Task prompt ▸ Wherever "Chai" appears in a line of the records below, count that line, and report only the number.
[[ Records supplied, beginning ]]
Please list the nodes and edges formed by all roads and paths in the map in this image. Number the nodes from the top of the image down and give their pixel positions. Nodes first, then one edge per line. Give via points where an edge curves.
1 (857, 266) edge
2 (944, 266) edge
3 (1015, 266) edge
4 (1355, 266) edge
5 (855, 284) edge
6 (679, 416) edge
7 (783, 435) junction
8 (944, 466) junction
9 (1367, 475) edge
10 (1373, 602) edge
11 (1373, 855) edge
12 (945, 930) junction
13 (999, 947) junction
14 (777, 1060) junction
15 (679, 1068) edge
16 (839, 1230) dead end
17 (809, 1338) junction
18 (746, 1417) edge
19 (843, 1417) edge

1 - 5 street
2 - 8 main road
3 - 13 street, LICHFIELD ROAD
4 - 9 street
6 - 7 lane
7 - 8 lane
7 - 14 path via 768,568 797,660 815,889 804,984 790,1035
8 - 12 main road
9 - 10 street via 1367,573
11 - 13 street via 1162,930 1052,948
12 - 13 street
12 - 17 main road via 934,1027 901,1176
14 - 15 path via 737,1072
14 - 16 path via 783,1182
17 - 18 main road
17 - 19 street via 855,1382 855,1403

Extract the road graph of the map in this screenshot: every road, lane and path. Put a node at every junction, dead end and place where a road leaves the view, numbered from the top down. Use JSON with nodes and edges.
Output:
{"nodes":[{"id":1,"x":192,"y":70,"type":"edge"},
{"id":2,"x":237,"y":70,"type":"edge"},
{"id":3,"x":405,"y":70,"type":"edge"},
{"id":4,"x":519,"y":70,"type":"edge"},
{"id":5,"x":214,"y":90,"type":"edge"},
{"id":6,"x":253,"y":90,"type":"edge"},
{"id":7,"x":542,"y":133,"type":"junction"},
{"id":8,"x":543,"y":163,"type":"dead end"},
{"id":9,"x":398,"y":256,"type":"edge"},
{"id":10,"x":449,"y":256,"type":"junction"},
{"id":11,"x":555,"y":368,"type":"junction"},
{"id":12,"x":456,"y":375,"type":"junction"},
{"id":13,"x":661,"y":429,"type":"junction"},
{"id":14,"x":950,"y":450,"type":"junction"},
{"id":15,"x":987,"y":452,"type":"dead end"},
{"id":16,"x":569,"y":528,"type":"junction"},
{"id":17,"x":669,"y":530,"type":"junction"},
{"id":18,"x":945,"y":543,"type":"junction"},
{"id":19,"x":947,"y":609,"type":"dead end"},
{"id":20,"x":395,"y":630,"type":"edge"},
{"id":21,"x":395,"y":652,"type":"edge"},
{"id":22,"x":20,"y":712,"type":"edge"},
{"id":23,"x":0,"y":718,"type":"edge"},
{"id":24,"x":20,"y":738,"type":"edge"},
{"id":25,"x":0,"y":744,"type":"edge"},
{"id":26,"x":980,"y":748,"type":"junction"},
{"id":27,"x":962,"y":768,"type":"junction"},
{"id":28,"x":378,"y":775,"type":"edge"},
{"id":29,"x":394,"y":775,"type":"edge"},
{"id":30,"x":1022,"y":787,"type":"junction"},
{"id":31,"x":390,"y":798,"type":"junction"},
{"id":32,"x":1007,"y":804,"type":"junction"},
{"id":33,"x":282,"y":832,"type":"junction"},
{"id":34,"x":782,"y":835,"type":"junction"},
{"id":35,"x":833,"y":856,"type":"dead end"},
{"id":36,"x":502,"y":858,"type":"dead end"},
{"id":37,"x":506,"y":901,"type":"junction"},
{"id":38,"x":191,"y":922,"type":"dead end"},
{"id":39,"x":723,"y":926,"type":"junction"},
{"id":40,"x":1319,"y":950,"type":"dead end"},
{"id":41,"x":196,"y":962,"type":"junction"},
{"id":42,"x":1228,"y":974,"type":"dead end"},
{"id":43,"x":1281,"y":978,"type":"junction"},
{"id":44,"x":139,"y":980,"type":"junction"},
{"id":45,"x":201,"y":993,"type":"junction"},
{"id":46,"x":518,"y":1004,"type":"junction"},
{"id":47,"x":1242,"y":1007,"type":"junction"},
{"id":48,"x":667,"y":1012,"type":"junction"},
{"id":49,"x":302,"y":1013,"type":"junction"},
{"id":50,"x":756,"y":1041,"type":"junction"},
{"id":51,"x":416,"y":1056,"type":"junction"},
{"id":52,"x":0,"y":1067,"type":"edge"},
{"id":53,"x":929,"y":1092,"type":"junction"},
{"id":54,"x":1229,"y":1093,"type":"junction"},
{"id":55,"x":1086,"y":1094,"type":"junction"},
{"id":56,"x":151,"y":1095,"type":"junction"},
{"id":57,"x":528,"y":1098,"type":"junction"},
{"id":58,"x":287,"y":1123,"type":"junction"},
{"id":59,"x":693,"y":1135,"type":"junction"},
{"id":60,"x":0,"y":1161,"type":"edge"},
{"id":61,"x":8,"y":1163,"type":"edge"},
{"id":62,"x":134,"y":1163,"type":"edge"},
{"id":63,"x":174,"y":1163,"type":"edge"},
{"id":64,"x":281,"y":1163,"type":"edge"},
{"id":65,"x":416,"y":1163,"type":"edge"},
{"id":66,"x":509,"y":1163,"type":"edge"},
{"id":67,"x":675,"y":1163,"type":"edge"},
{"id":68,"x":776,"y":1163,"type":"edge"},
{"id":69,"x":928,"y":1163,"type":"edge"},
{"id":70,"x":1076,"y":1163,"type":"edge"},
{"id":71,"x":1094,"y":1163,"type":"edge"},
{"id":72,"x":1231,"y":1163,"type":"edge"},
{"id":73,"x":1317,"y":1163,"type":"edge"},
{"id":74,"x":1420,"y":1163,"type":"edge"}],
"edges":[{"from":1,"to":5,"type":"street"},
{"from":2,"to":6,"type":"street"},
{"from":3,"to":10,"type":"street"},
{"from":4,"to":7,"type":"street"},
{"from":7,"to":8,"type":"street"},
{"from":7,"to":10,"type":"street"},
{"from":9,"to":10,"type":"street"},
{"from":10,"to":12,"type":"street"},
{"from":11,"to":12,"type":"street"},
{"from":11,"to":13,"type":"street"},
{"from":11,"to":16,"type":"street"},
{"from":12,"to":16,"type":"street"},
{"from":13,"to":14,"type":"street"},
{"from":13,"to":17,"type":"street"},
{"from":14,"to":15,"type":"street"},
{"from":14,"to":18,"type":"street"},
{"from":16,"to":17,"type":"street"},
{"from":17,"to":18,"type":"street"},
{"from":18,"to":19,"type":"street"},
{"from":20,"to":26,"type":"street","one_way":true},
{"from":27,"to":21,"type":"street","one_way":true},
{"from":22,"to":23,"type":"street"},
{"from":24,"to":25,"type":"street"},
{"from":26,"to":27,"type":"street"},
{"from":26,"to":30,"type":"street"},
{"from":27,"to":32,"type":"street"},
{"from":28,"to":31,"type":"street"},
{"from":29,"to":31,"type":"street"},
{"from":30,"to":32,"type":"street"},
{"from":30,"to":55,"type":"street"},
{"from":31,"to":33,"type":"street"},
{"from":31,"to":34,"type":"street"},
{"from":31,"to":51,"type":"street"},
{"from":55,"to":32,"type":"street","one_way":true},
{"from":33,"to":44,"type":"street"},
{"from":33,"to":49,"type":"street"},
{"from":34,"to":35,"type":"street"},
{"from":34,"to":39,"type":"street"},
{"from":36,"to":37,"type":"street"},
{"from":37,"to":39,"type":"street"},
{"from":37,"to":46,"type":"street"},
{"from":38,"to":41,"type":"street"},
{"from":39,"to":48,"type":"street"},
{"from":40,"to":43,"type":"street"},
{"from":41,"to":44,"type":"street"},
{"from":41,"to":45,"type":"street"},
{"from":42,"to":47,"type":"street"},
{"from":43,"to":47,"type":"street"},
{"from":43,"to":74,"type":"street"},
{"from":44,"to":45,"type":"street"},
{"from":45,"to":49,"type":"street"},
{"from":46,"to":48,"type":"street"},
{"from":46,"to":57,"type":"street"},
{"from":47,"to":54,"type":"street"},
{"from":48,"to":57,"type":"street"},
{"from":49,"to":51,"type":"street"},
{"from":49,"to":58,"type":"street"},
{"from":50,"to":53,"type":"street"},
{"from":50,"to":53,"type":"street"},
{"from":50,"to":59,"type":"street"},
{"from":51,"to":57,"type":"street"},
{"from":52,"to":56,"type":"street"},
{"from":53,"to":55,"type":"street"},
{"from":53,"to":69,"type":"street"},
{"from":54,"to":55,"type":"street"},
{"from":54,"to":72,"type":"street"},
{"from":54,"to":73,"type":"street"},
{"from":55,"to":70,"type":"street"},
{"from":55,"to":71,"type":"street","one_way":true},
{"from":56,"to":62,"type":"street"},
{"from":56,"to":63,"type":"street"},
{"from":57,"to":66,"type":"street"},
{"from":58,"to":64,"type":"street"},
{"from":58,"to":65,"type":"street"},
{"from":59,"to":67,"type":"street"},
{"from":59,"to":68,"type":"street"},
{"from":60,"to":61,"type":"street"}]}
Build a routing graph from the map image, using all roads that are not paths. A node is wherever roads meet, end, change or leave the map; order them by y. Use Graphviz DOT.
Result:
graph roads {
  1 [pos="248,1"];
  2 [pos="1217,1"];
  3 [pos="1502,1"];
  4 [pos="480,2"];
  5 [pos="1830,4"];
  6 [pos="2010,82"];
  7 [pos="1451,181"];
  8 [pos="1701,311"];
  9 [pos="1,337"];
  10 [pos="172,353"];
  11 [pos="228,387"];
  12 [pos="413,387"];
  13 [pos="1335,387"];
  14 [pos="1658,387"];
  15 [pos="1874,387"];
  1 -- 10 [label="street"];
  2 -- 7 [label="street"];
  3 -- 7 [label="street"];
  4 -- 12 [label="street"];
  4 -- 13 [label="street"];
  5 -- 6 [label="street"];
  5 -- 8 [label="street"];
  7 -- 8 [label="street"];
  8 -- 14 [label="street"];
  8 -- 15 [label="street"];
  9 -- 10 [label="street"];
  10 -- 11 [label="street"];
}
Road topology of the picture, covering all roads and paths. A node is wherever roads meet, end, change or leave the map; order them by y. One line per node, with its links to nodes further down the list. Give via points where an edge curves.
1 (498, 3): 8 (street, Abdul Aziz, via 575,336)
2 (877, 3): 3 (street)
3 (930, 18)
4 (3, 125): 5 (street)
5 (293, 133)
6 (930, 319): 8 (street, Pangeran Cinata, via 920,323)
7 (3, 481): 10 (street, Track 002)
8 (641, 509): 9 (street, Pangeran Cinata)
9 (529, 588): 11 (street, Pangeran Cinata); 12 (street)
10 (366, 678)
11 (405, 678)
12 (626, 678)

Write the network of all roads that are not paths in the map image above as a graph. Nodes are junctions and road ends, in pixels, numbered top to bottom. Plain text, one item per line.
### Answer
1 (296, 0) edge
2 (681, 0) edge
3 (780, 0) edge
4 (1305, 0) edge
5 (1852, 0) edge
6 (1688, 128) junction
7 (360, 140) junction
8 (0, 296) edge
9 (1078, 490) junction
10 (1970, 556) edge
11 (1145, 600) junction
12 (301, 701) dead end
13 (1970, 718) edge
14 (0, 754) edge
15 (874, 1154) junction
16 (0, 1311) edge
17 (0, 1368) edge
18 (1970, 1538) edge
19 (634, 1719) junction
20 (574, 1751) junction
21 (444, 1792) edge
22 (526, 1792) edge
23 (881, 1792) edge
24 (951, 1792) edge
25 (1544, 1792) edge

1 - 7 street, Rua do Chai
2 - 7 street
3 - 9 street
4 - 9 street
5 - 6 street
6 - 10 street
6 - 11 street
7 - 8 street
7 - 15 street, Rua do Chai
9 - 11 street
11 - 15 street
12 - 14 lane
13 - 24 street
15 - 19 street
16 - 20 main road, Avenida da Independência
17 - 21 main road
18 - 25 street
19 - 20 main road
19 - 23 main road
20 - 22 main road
[[ Records supplied, end ]]
Written solution ▸ 2